*EXERCISE PROMPT:* If a record holds a picture, please leave the picture out and copy the rest of the record exactly.

[Stored data entries]
____
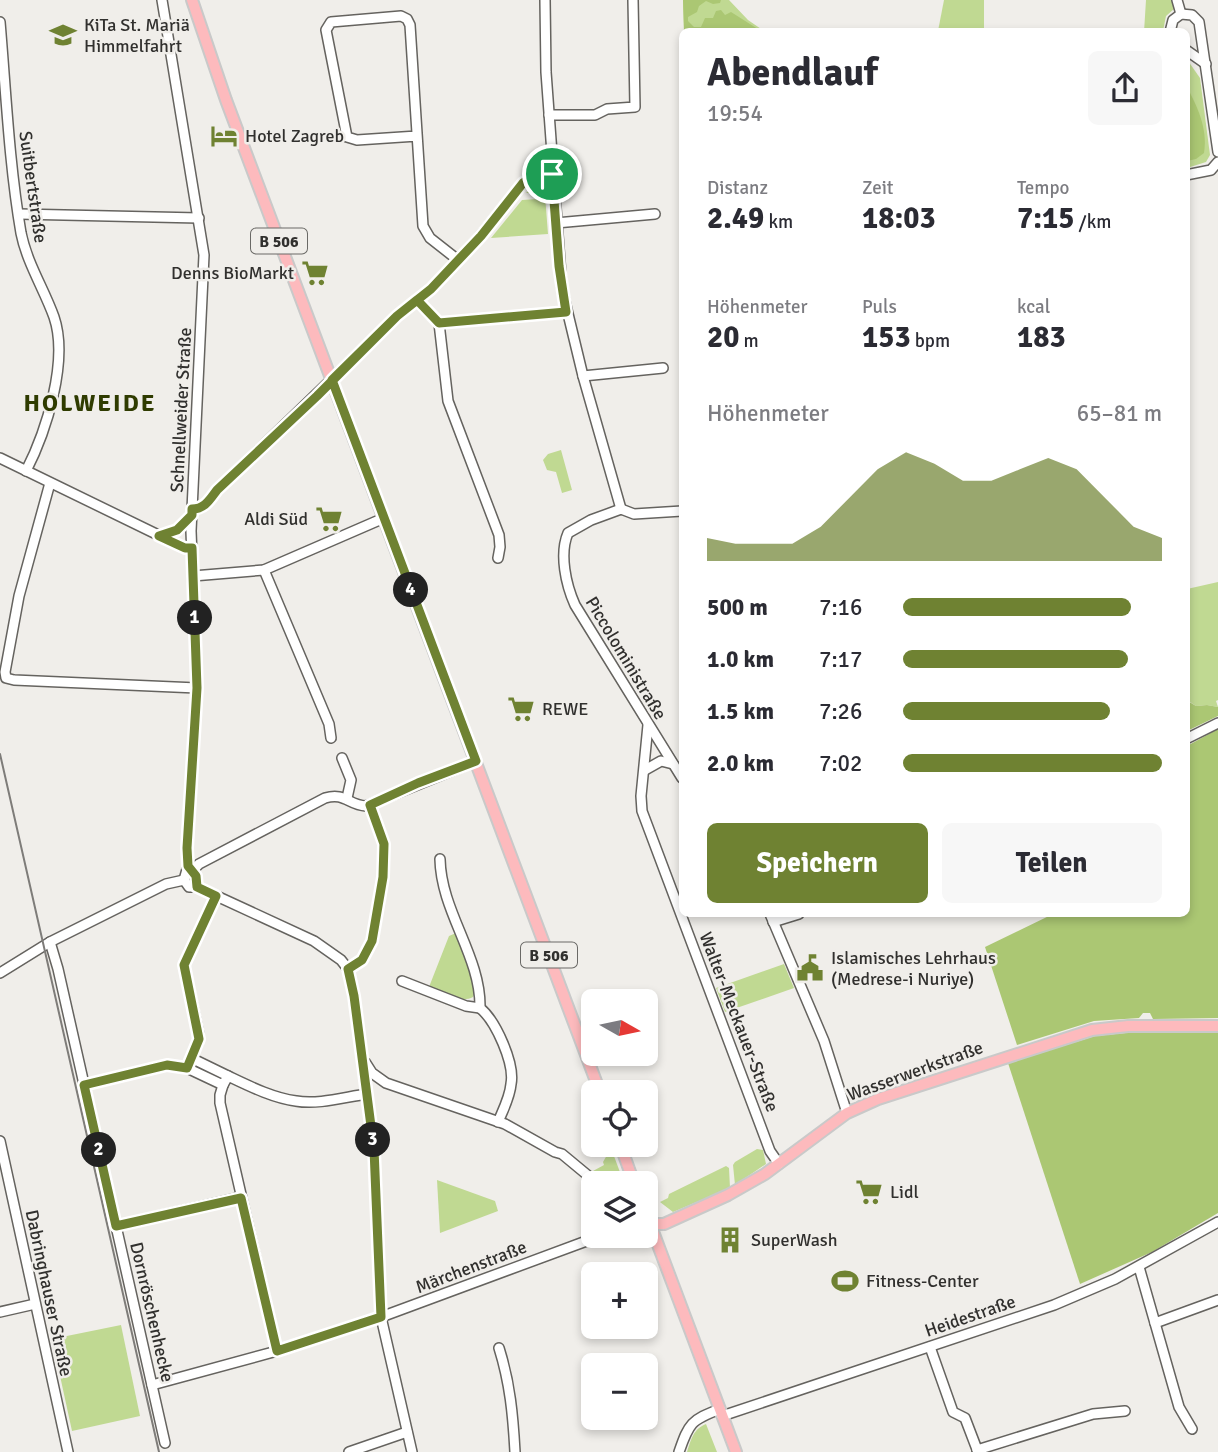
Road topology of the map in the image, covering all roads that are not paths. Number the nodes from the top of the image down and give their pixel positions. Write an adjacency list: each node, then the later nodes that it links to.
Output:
1 (162, 0): 19 (street, Schnellweider Straße)
2 (192, 0): 27 (main road, B 506)
3 (545, 0): 11 (street)
4 (633, 0): 11 (street)
5 (1177, 0): 6 (street)
6 (1181, 14): 8 (street); 10 (street)
7 (0, 22): 17 (street, Suitbertstraße)
8 (1171, 28)
9 (1190, 53): 10 (street)
10 (1206, 64): 13 (street)
11 (549, 115): 15 (street)
12 (417, 136): 12 (street); 21 (street)
13 (1218, 152)
14 (1218, 162): 16 (street)
15 (552, 174): 20 (street); 21 (street)
16 (1190, 174)
17 (19, 214): 19 (street); 29 (street, Suitbertstraße)
18 (655, 214): 20 (street)
19 (199, 218): 32 (street, Schnellweider Straße)
20 (556, 222): 23 (street)
21 (457, 260): 22 (street)
22 (417, 300): 24 (street); 27 (street)
23 (566, 312): 24 (street); 26 (street)
24 (439, 323): 39 (street)
25 (663, 368): 26 (street)
26 (583, 376): 33 (street)
27 (332, 380): 31 (street); 36 (main road, B 506)
28 (0, 458): 29 (street)
29 (26, 471): 30 (street)
30 (50, 483): 37 (street); 42 (street)
31 (217, 490): 32 (street); 35 (street)
32 (193, 495): 35 (street, Schnellweider Straße)
33 (621, 509): 34 (street); 44 (street, Piccoloministraße)
34 (679, 510)
35 (192, 512): 37 (street); 38 (street, Schnellweider Straße)
36 (384, 518): 40 (street); 48 (main road, B 506)
37 (159, 536): 38 (street)
38 (192, 548): 41 (street, Schnellweider Straße)
39 (498, 558)
40 (264, 570): 41 (street); 46 (street)
41 (193, 576): 42 (street, Schnellweider Straße)
42 (197, 688): 55 (street, Schnellweider Straße)
43 (1218, 723): 45 (street)
44 (648, 725): 49 (street, Piccoloministraße); 50 (street, Walter-Meckauer-Straße)
45 (1190, 736)
46 (331, 737)
47 (342, 758): 52 (street)
48 (476, 761): 53 (street); 73 (main road, B 506)
49 (673, 764): 50 (street); 51 (street, Piccoloministraße)
50 (645, 770): 59 (street, Walter-Meckauer-Straße)
51 (679, 773)
52 (347, 798): 53 (street); 55 (street)
53 (370, 805): 63 (street)
54 (440, 859): 66 (street)
55 (191, 868): 56 (street); 57 (street)
56 (184, 880): 57 (street); 62 (street)
57 (197, 887): 58 (street)
58 (216, 896): 63 (street); 68 (street)
59 (679, 909)
60 (682, 917): 80 (street, Walter-Meckauer-Straße)
61 (771, 918): 77 (street)
62 (50, 942): 64 (street); 74 (street, Dornröschenhecke)
63 (348, 969): 69 (street)
64 (0, 973)
65 (402, 981): 66 (street)
66 (480, 1008): 78 (street)
67 (1218, 1026): 77 (main road, Wasserwerkstraße)
68 (191, 1058): 70 (street); 71 (street)
69 (362, 1058): 72 (street); 76 (street)
70 (187, 1068): 74 (street); 75 (street)
71 (228, 1076): 75 (street); 76 (street)
72 (377, 1079): 76 (street); 78 (street)
73 (596, 1080)
74 (84, 1085): 85 (street, Dornröschenhecke)
75 (223, 1086): 82 (street)
76 (367, 1094): 92 (street)
77 (847, 1113): 80 (main road, Wasserwerkstraße)
78 (498, 1122): 81 (street)
79 (0, 1142): 90 (street, Dabringhauser Straße)
80 (779, 1164): 84 (main road, Wasserwerkstraße)
81 (583, 1171)
82 (241, 1198): 85 (street); 96 (street)
83 (1218, 1222): 88 (street, Heidestraße)
84 (658, 1223)
85 (116, 1226): 97 (street, Dornröschenhecke)
86 (581, 1243): 92 (street, Märchenstraße)
87 (658, 1248): 99 (main road)
88 (1139, 1267): 93 (street); 94 (street, Heidestraße)
89 (1218, 1300): 93 (street)
90 (35, 1304): 91 (street); 104 (street, Dabringhauser Straße)
91 (0, 1312)
92 (381, 1317): 96 (street, Märchenstraße); 101 (street)
93 (1155, 1323): 100 (street)
94 (930, 1347): 99 (street, Heidestraße); 103 (street)
95 (499, 1348): 107 (street)
96 (277, 1351): 97 (street, Märchenstraße)
97 (152, 1385): 102 (street, Dornröschenhecke)
98 (1125, 1411): 103 (street)
99 (721, 1413): 108 (street, Heidestraße); 109 (main road)
100 (1192, 1429)
101 (407, 1432): 105 (street); 106 (street)
102 (165, 1443)
103 (977, 1451)
104 (68, 1452)
105 (349, 1452)
106 (412, 1452)
107 (515, 1452)
108 (679, 1452)
109 (736, 1452)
____
*EXERCISE SOLUTION:*
Road topology of the map in the image, covering all roads that are not paths. Number the nodes from the top of the image down and give their pixel positions. Write an adjacency list: each node, then the later nodes that it links to.
Output:
1 (162, 0): 19 (street, Schnellweider Straße)
2 (192, 0): 27 (main road, B 506)
3 (545, 0): 11 (street)
4 (633, 0): 11 (street)
5 (1177, 0): 6 (street)
6 (1181, 14): 8 (street); 10 (street)
7 (0, 22): 17 (street, Suitbertstraße)
8 (1171, 28)
9 (1190, 53): 10 (street)
10 (1206, 64): 13 (street)
11 (549, 115): 15 (street)
12 (417, 136): 12 (street); 21 (street)
13 (1218, 152)
14 (1218, 162): 16 (street)
15 (552, 174): 20 (street); 21 (street)
16 (1190, 174)
17 (19, 214): 19 (street); 29 (street, Suitbertstraße)
18 (655, 214): 20 (street)
19 (199, 218): 32 (street, Schnellweider Straße)
20 (556, 222): 23 (street)
21 (457, 260): 22 (street)
22 (417, 300): 24 (street); 27 (street)
23 (566, 312): 24 (street); 26 (street)
24 (439, 323): 39 (street)
25 (663, 368): 26 (street)
26 (583, 376): 33 (street)
27 (332, 380): 31 (street); 36 (main road, B 506)
28 (0, 458): 29 (street)
29 (26, 471): 30 (street)
30 (50, 483): 37 (street); 42 (street)
31 (217, 490): 32 (street); 35 (street)
32 (193, 495): 35 (street, Schnellweider Straße)
33 (621, 509): 34 (street); 44 (street, Piccoloministraße)
34 (679, 510)
35 (192, 512): 37 (street); 38 (street, Schnellweider Straße)
36 (384, 518): 40 (street); 48 (main road, B 506)
37 (159, 536): 38 (street)
38 (192, 548): 41 (street, Schnellweider Straße)
39 (498, 558)
40 (264, 570): 41 (street); 46 (street)
41 (193, 576): 42 (street, Schnellweider Straße)
42 (197, 688): 55 (street, Schnellweider Straße)
43 (1218, 723): 45 (street)
44 (648, 725): 49 (street, Piccoloministraße); 50 (street, Walter-Meckauer-Straße)
45 (1190, 736)
46 (331, 737)
47 (342, 758): 52 (street)
48 (476, 761): 53 (street); 73 (main road, B 506)
49 (673, 764): 50 (street); 51 (street, Piccoloministraße)
50 (645, 770): 59 (street, Walter-Meckauer-Straße)
51 (679, 773)
52 (347, 798): 53 (street); 55 (street)
53 (370, 805): 63 (street)
54 (440, 859): 66 (street)
55 (191, 868): 56 (street); 57 (street)
56 (184, 880): 57 (street); 62 (street)
57 (197, 887): 58 (street)
58 (216, 896): 63 (street); 68 (street)
59 (679, 909)
60 (682, 917): 80 (street, Walter-Meckauer-Straße)
61 (771, 918): 77 (street)
62 (50, 942): 64 (street); 74 (street, Dornröschenhecke)
63 (348, 969): 69 (street)
64 (0, 973)
65 (402, 981): 66 (street)
66 (480, 1008): 78 (street)
67 (1218, 1026): 77 (main road, Wasserwerkstraße)
68 (191, 1058): 70 (street); 71 (street)
69 (362, 1058): 72 (street); 76 (street)
70 (187, 1068): 74 (street); 75 (street)
71 (228, 1076): 75 (street); 76 (street)
72 (377, 1079): 76 (street); 78 (street)
73 (596, 1080)
74 (84, 1085): 85 (street, Dornröschenhecke)
75 (223, 1086): 82 (street)
76 (367, 1094): 92 (street)
77 (847, 1113): 80 (main road, Wasserwerkstraße)
78 (498, 1122): 81 (street)
79 (0, 1142): 90 (street, Dabringhauser Straße)
80 (779, 1164): 84 (main road, Wasserwerkstraße)
81 (583, 1171)
82 (241, 1198): 85 (street); 96 (street)
83 (1218, 1222): 88 (street, Heidestraße)
84 (658, 1223)
85 (116, 1226): 97 (street, Dornröschenhecke)
86 (581, 1243): 92 (street, Märchenstraße)
87 (658, 1248): 99 (main road)
88 (1139, 1267): 93 (street); 94 (street, Heidestraße)
89 (1218, 1300): 93 (street)
90 (35, 1304): 91 (street); 104 (street, Dabringhauser Straße)
91 (0, 1312)
92 (381, 1317): 96 (street, Märchenstraße); 101 (street)
93 (1155, 1323): 100 (street)
94 (930, 1347): 99 (street, Heidestraße); 103 (street)
95 (499, 1348): 107 (street)
96 (277, 1351): 97 (street, Märchenstraße)
97 (152, 1385): 102 (street, Dornröschenhecke)
98 (1125, 1411): 103 (street)
99 (721, 1413): 108 (street, Heidestraße); 109 (main road)
100 (1192, 1429)
101 (407, 1432): 105 (street); 106 (street)
102 (165, 1443)
103 (977, 1451)
104 (68, 1452)
105 (349, 1452)
106 (412, 1452)
107 (515, 1452)
108 (679, 1452)
109 (736, 1452)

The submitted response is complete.